2. Costs have been on the rise
Franco-Nevada's streaming model gives it exceptionally high margins. The company's streaming agreements call for it to make relatively low payments to its mining partners, compensating Franco-Nevada for the up-front cash that it provides to miners.
This quarter, those costs rose, with CFO Sandip Rana attributing the rise to the higher gold prices that Franco-Nevada's arrangement with the operators of the Guadalupe mine includes. That deal pays $800 per ounce on gold production from Guadalupe, double the more common $400-per-ounce figure in most deals. With production from Guadalupe on the rise, that higher cost has applied to a larger part of Franco-Nevada's overall production.

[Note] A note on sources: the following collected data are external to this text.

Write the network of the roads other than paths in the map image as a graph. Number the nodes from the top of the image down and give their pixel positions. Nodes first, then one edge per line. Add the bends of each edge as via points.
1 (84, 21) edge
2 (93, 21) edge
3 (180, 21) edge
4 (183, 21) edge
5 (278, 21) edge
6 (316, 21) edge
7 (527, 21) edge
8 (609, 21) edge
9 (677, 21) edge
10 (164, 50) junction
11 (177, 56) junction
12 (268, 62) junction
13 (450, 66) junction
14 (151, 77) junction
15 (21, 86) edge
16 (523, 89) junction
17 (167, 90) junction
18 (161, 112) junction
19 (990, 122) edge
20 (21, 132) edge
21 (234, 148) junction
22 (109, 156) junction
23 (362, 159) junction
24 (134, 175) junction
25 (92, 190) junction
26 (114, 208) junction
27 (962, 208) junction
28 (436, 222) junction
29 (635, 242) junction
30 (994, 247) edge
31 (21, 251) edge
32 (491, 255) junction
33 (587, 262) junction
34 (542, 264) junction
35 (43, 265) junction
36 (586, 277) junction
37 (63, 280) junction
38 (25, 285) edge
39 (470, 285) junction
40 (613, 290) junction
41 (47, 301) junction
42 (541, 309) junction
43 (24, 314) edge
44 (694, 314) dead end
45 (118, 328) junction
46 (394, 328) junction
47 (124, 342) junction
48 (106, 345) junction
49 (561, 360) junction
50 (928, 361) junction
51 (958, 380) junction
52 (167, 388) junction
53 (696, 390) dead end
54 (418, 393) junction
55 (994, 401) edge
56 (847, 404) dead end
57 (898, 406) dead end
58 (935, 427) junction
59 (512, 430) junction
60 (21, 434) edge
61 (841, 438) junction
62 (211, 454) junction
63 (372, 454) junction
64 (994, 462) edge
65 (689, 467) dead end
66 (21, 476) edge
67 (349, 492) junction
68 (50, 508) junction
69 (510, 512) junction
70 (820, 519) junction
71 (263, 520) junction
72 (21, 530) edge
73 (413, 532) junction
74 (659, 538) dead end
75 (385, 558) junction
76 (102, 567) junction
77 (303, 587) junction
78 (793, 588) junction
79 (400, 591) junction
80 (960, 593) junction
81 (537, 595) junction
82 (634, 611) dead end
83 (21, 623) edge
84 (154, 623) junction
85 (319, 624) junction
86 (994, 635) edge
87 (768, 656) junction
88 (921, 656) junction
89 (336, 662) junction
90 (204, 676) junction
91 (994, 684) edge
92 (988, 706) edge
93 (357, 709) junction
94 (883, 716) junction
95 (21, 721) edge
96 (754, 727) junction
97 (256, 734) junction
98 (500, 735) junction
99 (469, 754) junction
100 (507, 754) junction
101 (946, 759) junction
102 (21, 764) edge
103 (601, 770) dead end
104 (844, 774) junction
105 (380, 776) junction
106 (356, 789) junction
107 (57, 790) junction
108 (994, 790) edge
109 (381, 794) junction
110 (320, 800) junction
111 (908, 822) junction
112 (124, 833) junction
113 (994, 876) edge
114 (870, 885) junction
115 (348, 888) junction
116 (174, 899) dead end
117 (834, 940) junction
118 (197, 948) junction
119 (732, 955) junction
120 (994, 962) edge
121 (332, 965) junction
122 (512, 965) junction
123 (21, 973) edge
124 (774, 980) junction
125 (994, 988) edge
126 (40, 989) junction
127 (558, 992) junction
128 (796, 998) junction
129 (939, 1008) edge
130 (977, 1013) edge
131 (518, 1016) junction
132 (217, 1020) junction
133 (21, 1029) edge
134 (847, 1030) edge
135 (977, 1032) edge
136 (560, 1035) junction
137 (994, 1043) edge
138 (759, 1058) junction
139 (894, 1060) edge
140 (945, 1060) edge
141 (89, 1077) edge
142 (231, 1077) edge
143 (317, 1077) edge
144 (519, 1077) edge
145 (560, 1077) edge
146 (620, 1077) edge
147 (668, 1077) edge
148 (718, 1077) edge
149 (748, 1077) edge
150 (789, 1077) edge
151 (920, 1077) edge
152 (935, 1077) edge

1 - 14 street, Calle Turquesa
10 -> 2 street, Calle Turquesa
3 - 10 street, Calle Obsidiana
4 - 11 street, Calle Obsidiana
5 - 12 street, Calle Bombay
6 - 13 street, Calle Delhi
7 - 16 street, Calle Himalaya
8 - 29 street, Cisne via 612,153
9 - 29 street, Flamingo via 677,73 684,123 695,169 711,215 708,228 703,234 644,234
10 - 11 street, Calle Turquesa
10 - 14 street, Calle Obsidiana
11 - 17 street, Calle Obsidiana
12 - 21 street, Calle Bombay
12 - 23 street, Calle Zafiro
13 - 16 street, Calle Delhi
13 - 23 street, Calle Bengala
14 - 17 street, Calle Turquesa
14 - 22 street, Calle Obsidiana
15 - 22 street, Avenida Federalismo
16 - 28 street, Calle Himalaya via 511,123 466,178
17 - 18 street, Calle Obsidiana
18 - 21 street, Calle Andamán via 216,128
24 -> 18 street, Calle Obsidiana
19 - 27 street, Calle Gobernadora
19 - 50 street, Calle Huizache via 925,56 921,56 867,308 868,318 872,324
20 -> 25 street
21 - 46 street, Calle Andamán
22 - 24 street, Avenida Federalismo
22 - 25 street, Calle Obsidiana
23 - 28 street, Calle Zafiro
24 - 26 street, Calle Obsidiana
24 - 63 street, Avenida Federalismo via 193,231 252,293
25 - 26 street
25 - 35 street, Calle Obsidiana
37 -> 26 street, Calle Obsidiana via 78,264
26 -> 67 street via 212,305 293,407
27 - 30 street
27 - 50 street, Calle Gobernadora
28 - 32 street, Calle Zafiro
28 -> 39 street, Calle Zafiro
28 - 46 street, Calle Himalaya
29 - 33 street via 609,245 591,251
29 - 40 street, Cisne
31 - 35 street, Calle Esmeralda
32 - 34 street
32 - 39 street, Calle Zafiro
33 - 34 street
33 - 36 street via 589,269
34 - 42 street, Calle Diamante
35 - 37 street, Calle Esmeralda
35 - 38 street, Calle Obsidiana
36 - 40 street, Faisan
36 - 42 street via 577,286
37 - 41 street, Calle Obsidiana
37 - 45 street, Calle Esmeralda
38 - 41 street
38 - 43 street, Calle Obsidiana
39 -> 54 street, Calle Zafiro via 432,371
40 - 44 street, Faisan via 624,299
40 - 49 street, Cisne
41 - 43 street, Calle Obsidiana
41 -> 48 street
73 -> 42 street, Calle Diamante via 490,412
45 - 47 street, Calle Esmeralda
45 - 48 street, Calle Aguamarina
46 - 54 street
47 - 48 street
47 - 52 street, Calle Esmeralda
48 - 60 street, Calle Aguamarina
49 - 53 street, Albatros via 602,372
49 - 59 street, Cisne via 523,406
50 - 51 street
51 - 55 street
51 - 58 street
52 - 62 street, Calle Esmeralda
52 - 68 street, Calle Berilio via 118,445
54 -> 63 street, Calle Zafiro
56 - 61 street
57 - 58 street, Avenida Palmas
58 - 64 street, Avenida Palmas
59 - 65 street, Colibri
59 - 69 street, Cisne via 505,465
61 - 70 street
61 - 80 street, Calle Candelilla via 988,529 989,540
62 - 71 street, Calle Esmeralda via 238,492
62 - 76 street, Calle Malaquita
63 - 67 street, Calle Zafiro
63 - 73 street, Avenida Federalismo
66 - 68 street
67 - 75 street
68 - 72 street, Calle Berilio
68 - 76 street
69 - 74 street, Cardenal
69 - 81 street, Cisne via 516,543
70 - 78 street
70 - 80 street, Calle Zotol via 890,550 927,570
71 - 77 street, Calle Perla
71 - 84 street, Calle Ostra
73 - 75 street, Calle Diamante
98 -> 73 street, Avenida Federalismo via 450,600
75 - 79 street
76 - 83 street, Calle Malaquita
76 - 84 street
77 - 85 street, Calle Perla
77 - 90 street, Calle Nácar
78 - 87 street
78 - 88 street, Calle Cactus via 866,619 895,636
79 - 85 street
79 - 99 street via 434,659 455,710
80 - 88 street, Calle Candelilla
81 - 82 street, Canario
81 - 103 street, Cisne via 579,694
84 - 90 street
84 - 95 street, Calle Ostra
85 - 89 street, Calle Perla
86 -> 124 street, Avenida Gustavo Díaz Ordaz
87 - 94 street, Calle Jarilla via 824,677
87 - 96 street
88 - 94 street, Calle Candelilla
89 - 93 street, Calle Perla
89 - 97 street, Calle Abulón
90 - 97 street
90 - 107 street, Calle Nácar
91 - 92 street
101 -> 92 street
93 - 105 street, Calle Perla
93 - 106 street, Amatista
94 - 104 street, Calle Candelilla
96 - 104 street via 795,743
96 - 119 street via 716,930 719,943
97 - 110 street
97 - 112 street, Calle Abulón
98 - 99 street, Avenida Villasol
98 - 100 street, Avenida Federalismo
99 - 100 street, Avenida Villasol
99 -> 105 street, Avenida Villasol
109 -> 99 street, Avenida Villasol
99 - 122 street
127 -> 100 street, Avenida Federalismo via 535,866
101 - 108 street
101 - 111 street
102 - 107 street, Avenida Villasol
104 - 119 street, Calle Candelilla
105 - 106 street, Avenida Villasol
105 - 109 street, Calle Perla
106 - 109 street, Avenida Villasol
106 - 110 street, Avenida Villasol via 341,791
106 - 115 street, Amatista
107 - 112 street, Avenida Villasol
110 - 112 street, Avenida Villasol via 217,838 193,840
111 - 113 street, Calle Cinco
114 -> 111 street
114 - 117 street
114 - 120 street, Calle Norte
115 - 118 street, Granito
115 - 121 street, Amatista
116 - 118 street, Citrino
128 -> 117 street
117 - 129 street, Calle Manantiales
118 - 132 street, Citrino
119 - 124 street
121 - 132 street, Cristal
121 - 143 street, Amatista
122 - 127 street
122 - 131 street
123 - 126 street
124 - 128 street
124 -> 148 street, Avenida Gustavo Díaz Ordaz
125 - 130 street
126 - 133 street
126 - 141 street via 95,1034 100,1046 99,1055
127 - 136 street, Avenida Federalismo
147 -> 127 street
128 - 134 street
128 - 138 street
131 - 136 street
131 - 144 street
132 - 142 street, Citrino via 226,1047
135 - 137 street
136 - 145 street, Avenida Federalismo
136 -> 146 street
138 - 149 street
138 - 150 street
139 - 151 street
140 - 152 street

Nevertheless, costs were just $300 per ounce during the quarter, leaving margins of $978 per ounce for Franco-Nevada's bottom line.
3. Franco-Nevada looks to the oil sands
Franco-Nevada has focused more on oil and gas deals lately, but much of its recent attention has been on U.S. energy production areas. The Orion project is in the Cold Lake region of Alberta, and it currently produces 7,500 to 8,000 barrels per day. With a planned expansion, Orion hopes to boost production eventually to as much as 20,000 barrels per day, phased in over the next several years. With a long projected life and good cash flow, Franco-Nevada is excited about its ability to complement its U.S. acquisitions with diverse geographical exposure in Canada.
4. Expect more from the Permian Basin
Despite its efforts to the north, Franco-Nevada wants to be where the action is in oil and gas, and that means ramping up exposure to the Permian Basin in West Texas. As company executives have noted, the Permian is one of the most attractive areas in the energy industry right now, and Franco-Nevada has every intention of taking advantage of opportunities in the region. Executives didn't give any specifics, merely saying that they expect royalties to grow there over the next five to 10 years.
Keep an eye on Franco-Nevada
Franco-Nevada remains positive about its future, and its moves throughout natural resources are paying dividends for shareholders. Investors should hold management accountable for its promises, but things look good for Franco-Nevada in its immediate future.